─── Records for this task ───

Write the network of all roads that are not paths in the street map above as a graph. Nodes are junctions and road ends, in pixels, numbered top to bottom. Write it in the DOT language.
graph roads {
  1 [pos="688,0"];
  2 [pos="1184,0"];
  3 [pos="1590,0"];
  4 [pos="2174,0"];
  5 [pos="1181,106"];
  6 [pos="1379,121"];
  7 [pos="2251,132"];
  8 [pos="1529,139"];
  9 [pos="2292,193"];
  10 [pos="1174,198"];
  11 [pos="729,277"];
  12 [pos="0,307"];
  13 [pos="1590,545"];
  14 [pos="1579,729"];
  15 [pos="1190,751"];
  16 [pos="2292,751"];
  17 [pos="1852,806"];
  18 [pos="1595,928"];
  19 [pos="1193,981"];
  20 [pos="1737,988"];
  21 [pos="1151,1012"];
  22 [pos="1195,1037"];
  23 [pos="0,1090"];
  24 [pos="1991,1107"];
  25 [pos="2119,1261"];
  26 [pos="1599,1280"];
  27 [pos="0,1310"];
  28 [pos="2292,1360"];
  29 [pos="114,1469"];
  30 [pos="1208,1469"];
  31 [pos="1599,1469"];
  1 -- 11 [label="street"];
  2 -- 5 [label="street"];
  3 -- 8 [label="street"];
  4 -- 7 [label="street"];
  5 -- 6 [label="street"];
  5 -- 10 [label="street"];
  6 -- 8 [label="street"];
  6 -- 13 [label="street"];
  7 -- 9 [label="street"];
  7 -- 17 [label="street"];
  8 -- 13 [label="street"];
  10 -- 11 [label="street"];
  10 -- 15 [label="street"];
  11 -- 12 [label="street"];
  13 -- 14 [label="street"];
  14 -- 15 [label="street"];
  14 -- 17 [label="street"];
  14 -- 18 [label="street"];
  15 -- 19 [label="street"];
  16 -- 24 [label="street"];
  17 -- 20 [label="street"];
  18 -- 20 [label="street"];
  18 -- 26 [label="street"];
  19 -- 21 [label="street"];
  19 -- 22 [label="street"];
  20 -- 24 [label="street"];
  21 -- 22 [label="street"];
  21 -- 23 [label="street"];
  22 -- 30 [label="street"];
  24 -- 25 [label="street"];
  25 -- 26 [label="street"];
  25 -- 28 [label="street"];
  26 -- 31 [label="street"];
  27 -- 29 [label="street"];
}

───

● Instructions for the task
Whenever a line in the entries holds the word "roads", copy that line.

● Result of this exercise
Write the network of all roads that are not paths in the street map above as a graph. Nodes are junctions and road ends, in pixels, numbered top to bottom. Write it in the DOT language.
graph roads {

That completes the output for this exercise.